How can we differentiate constants (definite integral is a constant and $f(c)$ is a constant)?! Isn't that 0=0?

The equation you are starting out with is a property of continuous functions. For a continuous funtion $f$, choose some points $a < b$ such that $[a,b]$ is a subset of the domain of definition, and then it is a true statement that there exists a number $c\in [a,b]$ such that $$ f(c) = \frac{1}{b-a}\int_a^b f(t) dt$$ The number $c$ will usually depend in an unknown way on $a, b, $ and $f$ and need not be unique.

As you are correctly noted, the elements of this equation are considered constant, there is nothing which you may want to differentiate here (as you would get $0$ on each side).

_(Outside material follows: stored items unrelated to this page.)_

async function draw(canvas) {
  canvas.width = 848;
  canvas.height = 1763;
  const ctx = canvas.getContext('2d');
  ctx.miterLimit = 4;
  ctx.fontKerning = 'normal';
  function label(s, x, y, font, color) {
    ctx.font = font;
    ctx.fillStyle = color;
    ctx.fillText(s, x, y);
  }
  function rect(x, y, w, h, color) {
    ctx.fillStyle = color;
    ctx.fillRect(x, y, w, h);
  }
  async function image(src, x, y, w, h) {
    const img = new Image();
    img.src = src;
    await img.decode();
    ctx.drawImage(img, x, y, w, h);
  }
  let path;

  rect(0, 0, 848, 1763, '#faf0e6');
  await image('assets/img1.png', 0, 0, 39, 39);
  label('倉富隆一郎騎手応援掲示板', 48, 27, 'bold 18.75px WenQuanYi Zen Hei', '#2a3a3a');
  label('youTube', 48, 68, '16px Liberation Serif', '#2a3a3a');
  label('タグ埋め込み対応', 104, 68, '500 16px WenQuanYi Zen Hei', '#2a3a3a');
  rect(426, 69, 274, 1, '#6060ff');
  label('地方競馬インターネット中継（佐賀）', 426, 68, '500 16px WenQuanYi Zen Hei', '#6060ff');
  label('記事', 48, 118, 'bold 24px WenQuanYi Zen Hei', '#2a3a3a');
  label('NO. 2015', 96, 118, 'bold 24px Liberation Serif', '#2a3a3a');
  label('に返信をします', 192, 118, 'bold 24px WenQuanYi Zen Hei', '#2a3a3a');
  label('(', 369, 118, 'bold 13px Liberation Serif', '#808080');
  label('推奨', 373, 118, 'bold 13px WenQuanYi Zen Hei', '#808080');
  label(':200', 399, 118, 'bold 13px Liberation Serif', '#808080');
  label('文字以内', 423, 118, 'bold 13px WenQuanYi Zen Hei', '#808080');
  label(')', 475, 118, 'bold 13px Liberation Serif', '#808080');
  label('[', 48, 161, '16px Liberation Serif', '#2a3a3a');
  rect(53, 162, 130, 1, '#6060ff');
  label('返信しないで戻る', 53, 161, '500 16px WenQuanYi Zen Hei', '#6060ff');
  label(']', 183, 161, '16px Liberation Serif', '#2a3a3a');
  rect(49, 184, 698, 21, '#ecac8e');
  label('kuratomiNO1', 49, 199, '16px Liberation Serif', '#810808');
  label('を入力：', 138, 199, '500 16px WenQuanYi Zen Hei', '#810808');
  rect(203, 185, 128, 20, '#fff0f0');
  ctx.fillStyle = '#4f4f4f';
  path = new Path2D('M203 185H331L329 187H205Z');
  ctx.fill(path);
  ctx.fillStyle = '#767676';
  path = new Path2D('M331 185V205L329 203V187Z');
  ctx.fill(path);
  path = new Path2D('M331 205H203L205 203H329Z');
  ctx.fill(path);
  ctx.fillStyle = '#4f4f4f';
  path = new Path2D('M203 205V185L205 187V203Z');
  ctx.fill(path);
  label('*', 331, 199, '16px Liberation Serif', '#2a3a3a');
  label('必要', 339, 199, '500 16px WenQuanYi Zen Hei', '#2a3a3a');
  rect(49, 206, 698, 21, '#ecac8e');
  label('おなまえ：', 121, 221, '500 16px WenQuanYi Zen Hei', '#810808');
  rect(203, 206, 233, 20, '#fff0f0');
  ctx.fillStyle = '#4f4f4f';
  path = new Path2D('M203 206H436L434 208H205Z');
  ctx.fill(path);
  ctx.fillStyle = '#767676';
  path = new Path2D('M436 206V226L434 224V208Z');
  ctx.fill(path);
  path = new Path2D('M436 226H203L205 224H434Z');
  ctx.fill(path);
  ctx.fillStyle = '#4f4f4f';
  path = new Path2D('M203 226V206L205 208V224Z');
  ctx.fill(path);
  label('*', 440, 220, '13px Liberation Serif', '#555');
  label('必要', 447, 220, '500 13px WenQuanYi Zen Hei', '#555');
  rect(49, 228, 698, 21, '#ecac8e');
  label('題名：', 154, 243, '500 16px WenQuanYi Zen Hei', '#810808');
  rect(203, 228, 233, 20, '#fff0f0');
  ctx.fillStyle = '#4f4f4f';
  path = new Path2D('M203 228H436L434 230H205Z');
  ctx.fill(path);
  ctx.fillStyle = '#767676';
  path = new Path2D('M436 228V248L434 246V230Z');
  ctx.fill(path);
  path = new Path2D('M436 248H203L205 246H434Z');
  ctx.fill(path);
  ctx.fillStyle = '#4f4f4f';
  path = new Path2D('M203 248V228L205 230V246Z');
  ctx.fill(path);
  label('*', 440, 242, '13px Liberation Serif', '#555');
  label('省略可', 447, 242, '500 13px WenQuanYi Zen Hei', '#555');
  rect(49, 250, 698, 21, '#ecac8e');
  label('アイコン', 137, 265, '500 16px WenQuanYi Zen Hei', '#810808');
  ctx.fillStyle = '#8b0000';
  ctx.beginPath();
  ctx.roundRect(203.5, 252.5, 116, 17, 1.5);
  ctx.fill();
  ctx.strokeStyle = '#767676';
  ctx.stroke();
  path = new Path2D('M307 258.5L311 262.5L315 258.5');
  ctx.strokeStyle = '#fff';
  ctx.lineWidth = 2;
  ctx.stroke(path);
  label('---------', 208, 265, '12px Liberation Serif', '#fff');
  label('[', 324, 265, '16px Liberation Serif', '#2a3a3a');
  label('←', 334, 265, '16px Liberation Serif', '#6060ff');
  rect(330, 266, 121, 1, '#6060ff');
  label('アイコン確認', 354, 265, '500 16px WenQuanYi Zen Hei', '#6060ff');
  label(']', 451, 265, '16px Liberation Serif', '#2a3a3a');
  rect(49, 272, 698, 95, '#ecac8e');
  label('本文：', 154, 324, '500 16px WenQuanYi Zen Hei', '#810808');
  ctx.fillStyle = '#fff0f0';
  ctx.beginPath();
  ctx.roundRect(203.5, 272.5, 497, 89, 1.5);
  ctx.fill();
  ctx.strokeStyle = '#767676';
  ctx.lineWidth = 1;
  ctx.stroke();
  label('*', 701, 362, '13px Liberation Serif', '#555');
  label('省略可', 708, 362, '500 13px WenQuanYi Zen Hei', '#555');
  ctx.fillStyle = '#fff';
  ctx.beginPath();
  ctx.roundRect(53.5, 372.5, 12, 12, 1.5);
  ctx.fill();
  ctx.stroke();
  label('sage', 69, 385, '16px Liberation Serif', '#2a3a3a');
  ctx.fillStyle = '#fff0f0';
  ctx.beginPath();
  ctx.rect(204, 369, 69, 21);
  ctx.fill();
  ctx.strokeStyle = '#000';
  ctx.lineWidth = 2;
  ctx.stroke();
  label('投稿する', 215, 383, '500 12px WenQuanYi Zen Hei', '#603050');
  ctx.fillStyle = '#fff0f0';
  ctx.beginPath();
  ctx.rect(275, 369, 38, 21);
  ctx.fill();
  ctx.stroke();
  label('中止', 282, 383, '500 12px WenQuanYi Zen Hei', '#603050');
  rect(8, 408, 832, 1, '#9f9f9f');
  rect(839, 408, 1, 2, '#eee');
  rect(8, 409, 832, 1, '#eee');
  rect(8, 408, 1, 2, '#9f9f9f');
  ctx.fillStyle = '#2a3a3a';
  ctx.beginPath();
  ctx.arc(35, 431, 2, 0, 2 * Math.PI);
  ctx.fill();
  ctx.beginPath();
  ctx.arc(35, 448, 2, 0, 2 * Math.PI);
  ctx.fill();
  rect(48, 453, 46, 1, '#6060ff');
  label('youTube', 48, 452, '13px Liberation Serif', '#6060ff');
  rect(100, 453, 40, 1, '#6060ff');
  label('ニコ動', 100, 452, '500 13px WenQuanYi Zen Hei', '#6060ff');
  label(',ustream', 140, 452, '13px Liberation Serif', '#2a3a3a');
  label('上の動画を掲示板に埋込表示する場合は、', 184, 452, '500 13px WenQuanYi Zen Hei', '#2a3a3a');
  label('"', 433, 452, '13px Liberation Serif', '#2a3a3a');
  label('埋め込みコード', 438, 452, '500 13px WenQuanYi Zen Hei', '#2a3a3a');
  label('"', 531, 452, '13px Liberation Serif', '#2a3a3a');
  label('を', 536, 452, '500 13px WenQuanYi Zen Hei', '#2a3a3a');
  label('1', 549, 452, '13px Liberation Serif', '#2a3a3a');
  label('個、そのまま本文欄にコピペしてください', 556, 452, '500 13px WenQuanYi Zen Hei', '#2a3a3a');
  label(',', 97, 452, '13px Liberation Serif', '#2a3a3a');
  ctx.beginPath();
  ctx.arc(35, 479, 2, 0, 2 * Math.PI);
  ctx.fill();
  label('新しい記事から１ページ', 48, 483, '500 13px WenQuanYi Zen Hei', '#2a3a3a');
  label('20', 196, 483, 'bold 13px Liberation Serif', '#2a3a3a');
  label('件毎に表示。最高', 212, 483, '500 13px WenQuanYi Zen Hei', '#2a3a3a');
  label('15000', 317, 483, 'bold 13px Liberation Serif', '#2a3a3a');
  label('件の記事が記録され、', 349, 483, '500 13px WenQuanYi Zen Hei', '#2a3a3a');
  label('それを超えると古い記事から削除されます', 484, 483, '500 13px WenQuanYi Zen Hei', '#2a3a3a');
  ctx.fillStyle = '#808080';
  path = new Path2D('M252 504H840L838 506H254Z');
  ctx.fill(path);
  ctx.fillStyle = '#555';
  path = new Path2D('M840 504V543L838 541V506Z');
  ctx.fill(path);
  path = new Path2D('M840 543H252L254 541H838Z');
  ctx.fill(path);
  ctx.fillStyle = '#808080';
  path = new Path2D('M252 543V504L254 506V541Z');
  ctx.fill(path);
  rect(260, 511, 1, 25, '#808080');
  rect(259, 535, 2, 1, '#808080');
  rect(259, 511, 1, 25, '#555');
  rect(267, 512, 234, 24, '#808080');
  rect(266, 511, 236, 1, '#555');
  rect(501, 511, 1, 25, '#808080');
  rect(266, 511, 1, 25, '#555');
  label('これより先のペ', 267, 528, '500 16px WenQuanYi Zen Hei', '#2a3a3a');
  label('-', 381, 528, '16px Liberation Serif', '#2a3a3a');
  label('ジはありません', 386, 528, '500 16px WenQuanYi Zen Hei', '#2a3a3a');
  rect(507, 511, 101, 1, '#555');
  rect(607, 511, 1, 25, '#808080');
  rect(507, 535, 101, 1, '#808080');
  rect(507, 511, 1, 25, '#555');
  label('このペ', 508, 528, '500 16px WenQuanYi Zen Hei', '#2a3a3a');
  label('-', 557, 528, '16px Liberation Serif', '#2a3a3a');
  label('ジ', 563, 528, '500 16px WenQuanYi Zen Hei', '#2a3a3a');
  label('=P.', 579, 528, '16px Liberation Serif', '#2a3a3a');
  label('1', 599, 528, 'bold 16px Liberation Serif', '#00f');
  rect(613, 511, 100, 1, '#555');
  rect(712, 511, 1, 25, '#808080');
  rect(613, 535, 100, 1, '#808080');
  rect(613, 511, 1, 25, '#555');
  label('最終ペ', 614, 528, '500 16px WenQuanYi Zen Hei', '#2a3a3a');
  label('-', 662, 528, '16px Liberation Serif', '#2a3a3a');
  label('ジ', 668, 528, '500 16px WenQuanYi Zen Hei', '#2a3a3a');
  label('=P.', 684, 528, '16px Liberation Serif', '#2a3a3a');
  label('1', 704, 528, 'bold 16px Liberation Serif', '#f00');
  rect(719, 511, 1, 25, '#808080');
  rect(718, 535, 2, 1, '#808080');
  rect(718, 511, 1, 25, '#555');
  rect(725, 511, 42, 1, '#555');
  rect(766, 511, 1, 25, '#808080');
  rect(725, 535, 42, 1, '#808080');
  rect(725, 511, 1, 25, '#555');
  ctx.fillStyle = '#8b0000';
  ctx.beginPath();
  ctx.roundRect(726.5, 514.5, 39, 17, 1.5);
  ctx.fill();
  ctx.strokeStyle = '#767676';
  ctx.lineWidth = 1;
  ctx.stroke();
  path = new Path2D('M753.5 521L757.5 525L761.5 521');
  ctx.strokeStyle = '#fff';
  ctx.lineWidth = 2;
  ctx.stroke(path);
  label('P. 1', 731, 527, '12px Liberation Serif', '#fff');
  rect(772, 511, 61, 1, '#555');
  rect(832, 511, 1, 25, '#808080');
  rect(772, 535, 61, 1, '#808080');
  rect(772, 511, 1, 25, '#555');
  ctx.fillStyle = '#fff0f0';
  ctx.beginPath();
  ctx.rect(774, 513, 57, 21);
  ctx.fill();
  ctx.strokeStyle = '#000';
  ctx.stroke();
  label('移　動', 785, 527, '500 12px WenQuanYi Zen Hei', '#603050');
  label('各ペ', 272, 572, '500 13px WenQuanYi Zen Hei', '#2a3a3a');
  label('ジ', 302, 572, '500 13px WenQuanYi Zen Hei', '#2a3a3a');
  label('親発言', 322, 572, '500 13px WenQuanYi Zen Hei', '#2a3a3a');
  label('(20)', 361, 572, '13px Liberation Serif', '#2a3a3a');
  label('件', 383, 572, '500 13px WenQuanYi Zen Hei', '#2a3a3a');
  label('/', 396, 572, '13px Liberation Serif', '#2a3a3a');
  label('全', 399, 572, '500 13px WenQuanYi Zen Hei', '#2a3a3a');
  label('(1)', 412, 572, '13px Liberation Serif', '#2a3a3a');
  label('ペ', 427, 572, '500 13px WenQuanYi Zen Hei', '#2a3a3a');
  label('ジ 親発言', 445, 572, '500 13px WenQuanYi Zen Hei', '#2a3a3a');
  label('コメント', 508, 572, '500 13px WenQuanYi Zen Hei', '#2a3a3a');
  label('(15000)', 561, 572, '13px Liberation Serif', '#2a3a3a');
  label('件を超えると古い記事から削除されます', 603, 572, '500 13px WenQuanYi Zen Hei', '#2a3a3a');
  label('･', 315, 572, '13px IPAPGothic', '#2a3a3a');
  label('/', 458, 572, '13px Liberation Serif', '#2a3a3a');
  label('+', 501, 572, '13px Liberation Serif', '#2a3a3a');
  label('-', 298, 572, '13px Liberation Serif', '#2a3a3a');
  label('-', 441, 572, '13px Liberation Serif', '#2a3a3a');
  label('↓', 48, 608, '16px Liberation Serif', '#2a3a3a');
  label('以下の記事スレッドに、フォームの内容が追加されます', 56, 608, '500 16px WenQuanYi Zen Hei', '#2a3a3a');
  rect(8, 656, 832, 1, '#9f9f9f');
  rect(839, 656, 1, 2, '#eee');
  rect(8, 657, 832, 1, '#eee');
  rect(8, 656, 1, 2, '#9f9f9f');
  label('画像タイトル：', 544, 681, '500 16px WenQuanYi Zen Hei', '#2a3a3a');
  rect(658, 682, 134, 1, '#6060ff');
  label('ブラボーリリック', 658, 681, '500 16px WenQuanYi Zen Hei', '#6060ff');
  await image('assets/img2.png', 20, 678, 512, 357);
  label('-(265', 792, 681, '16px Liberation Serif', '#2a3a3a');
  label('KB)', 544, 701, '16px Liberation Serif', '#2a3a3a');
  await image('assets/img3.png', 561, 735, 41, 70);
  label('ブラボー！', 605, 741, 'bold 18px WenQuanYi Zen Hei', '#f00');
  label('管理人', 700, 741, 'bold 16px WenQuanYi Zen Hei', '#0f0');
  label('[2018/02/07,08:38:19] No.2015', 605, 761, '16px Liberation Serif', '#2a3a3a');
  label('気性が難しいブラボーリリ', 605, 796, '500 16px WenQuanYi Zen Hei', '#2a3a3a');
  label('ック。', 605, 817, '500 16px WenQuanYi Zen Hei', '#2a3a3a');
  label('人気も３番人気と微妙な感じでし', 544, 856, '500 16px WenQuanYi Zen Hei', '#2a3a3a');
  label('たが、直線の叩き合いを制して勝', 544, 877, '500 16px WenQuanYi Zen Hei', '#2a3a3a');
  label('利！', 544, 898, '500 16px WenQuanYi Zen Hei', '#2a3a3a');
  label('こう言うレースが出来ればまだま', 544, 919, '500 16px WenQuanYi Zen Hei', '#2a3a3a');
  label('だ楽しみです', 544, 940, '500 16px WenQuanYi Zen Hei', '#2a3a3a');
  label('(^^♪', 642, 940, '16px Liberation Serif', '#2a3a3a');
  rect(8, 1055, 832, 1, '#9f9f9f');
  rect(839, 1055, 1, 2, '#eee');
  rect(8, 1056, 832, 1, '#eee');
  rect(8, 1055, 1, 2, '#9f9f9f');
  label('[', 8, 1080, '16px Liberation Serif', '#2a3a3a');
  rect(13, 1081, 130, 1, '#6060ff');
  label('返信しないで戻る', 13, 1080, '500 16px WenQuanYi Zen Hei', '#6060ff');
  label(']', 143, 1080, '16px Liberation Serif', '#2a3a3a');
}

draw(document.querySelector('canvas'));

What Hans Lundmark is pointing out in his comment is that you may apply this same statement to $f^\prime$, if that is a continuous function. You get exactly the same statement with $f^\prime$ instead of $f$ and a potentially different value of $c$ (which now depends on $a, b$ and $f^\prime$). In that case you may, in fact, apply the fundamental theorem of calculus which then yields, for a continuously differentiable function $f$. $$\exists\, c\in[a,b]:\quad f^\prime(c) = \frac{f(b)-f(c)}{b-a}$$ But this is a rather poor version of that theorem, since it assumes that $f^\prime$ is continuous. One can do better rather easily, see this wikipedia entry.